Bill Sweetman IDR Technology and Aerospace Editor
Minnesota

While there is no Joint Strike Fighter (JSF) export 'variant' as such, it is apparent from a review of open sources that it would be practical to deliver JSFs in different configurations with different signatures to match national operational requirements documents, protecting US and UK aircraft from any compromise of their own low-observable (LO) systems.

Stealth is not like the mythical ring of invisibility in JRR Tolkien's Lord of the Rings: it is not a single feature that confers invisibility. It is a blend of things on the aircraft that are obviously technologies that are generic and quite widely used and understood; components which are unique and exotic; and some features that are not visible on the aircraft at all but are nevertheless crucial to making the LO system work.

Building less-stealthy JSFs for export has been considered. One source close to the JSF programme has said that the US Department of Defense's theatre commanders-in-chief have advocated a single JSF configuration, because multiple levels of LO would complicate joint operations.

The LO community itself - covering JSF, F-22 and other programmes - opposed this view, fearing technology compromise.

"The commanders in the field want coalition allies to have highly capable aircraft. It's the lower level people who don't want to share the technology," the source said.

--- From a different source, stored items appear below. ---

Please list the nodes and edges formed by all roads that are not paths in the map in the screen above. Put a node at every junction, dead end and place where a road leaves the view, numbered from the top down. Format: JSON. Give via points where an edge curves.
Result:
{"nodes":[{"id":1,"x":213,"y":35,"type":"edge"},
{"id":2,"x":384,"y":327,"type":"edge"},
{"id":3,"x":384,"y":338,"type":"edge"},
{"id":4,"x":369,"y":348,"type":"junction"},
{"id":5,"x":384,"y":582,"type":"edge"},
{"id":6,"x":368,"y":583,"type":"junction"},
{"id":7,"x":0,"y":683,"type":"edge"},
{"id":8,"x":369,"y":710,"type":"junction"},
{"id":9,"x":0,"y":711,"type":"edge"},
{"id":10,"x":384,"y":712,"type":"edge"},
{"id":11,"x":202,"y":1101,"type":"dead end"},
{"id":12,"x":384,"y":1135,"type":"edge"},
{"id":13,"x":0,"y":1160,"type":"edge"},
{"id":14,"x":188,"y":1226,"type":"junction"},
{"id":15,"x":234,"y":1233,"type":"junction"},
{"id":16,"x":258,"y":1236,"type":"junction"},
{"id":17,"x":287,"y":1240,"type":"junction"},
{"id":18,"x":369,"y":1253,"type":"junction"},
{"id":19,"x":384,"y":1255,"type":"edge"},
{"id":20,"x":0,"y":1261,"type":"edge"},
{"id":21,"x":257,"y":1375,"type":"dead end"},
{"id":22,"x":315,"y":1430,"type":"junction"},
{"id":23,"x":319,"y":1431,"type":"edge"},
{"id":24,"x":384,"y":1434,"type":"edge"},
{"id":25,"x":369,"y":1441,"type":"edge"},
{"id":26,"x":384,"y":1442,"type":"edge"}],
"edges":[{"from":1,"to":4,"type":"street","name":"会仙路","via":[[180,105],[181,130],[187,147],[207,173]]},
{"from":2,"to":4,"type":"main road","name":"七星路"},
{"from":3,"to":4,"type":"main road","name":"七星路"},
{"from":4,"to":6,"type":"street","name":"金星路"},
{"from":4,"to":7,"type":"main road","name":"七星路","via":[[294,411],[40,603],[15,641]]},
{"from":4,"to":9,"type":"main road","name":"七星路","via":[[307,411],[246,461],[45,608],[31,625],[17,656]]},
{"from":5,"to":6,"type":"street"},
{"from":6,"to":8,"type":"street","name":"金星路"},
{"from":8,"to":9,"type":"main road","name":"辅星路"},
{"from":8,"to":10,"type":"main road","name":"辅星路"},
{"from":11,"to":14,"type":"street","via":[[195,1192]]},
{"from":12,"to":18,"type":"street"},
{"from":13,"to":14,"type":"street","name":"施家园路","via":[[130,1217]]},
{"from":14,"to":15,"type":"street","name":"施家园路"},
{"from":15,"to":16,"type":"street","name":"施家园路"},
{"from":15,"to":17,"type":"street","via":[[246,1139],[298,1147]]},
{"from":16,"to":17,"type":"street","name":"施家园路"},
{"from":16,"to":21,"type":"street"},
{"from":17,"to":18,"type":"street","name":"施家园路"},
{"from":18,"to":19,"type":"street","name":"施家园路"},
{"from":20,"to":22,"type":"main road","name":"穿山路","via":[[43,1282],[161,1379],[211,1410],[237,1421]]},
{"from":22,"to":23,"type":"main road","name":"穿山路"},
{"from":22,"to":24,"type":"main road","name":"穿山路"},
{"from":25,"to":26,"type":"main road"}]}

Further complicating this issue is that the rules on the export of stealth technologies, as well as of dual-use technologies that are important to stealth, are not made by the JSF programme office but by senior Pentagon leaders who define disclosure policy with the help of the Low Observables Executive Committee (LO-EXCOM). The EXCOM includes representatives from the services, intelligence agencies and all major stealth programmes, including 'black' or unacknowledged programmes.



Será que é mesmo importante para os EUA deixar de vender o que foi prometido aos outros países????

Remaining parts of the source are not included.